Partiamo dalla decisione della Suprema Corte. Questa nasce da un ricorso della Agenzia delle entrate avverso una sentenza della Commissione Tributaria Regionale del Veneto che aveva accolto l’appello di una associazione sportiva dilettantistica che svolgeva corsi di danza. L’accertamento aveva ritenuto non applicabile la disciplina fiscale agevolata, tra l’altro per quanto di nostro interesse, per carenza di democrazia interna.

Il Giudicante di appello avevo condiviso la tesi del contribuente in quanto aveva ritenuto che gli associati erano prevalentemente minori “e quindi inabilitati a partecipare alle assemblee”.

La Corte di legittimità accoglie, invece, la tesi della Amministrazione finanziaria sulla carenza del requisito della democraticità, criterio richiesto dal comma 8 dell’articolo 148 del Tuir, per poter godere della defiscalizzazione dei corrispettivi specifici versati dagli associati.

Dopo aver ricordato la necessità, per costante giurisprudenza, che il diritto alle agevolazioni di cui all’articolo 148 Tuir sia legato all’inserimento in statuto delle clausole ivi espressamente contenute e che sia il contribuente, che accampa il diritto a godere della agevolazione, che dovrà dimostrare l’effettivo rispetto delle stesse, condivide l’assunto della ricorrente secondo cui “la disapplicazione di fatto delle norme statutarie inerenti l’esercizio dei diritti partecipativi degli associati” non può essere giustificata dalla minore età degli stessinon essendo giuridicamente corretto ravvisarne un’eccezione nella circostanza che si trattasse di persone minori, posto che essi sono rappresentati ex lege dai genitori ovvero dal responsabile genitoriale”.
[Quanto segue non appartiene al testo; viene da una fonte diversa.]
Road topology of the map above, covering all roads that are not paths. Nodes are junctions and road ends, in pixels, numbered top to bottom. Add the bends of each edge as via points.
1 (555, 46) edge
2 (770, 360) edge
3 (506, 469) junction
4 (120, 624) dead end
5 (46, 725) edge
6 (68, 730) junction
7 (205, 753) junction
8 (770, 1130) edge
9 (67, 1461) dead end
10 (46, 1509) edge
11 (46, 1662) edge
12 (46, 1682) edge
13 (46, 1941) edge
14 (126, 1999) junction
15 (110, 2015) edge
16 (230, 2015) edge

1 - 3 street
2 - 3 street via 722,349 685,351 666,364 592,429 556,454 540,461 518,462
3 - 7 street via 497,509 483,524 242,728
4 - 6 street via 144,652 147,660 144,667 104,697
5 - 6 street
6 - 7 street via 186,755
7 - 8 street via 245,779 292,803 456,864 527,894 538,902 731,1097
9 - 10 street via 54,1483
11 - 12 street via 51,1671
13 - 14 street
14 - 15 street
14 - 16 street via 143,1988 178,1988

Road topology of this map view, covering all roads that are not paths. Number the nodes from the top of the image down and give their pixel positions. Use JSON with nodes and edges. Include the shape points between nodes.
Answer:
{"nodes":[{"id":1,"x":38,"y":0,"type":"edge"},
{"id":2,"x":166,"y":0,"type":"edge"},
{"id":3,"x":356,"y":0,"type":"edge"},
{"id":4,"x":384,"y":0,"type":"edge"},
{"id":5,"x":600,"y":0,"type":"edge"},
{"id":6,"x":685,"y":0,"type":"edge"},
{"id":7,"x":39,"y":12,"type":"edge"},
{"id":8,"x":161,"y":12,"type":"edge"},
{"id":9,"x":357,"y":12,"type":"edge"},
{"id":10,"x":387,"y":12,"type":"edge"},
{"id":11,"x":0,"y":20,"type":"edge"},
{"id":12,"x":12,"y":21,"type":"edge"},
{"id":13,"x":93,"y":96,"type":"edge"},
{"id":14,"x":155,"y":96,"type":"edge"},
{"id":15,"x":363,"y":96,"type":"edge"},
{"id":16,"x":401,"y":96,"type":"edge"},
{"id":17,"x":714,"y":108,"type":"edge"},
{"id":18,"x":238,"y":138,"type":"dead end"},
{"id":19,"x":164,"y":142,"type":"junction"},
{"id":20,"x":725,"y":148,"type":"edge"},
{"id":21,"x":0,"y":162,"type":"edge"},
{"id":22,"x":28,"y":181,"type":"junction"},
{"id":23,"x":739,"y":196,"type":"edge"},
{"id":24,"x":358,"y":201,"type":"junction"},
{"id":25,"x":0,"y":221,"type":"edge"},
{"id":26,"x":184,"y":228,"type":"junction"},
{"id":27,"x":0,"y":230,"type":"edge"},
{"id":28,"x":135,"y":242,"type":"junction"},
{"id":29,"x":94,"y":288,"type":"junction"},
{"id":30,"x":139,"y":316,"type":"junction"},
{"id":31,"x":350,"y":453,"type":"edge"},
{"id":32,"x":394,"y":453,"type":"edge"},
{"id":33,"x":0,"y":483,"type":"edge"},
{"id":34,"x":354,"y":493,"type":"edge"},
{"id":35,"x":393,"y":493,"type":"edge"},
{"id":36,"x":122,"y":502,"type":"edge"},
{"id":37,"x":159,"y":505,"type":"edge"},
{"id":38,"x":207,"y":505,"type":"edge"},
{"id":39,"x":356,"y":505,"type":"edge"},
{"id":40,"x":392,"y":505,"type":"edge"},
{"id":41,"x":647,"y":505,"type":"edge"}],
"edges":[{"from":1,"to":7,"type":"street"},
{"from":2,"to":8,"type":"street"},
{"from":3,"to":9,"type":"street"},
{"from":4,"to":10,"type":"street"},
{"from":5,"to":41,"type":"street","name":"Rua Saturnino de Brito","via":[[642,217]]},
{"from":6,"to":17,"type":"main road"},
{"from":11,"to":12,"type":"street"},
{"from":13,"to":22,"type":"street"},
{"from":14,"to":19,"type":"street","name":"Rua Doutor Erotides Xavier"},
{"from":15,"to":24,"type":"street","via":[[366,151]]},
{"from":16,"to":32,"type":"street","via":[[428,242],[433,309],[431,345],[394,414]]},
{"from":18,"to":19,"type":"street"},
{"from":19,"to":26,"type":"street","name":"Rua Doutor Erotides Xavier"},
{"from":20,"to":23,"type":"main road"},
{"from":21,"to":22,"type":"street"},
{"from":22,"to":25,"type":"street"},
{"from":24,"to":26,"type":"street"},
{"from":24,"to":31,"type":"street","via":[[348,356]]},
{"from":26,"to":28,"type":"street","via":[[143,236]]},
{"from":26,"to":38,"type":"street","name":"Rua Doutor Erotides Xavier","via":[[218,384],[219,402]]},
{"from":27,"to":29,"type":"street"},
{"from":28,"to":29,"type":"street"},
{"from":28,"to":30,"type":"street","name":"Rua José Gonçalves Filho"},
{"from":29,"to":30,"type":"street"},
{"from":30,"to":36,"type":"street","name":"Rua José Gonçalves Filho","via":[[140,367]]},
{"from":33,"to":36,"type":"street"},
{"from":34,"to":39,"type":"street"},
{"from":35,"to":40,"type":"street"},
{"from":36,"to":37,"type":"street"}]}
Pertanto, si afferma che la minore età degli associati non può essere circostanza utilizzata per escluderli dalla vita associativa a causa della loro incapacità di agire in quanto nel caso di specie trova applicazione l’articolo 320 del codice civile.

Se la tesi affermata dalla Cassazione appare collocare contra legem i comportamenti adottati dalla maggior parte delle associazioni che non prevedono la partecipazione degli associati minorenni alle loro assemblee, alcuni contenuti fortemente innovativi inseriti nel codice del terzo settore di segno totalmente contrario impongono una riflessione ulteriore sui criteri fino ad oggi adottati nella redazione degli statuti di detti enti.

Il secondo comma dell’articolo 24, ad esempio, dopo aver confermato il principio del voto capitario apre alla possibilità che “agli associati che siano enti del terzo settore l’atto costitutivo o lo statuto possono attribuire più voti, sino ad un massimo di cinque in proporzione al numero dei loro associati o aderenti”.  Pertanto, per i nuovi enti del terzo settore appare possibile, in presenza di associati che siano sia persone fisiche che enti collettivi del terzo settore, derogare al principio di una testa un voto.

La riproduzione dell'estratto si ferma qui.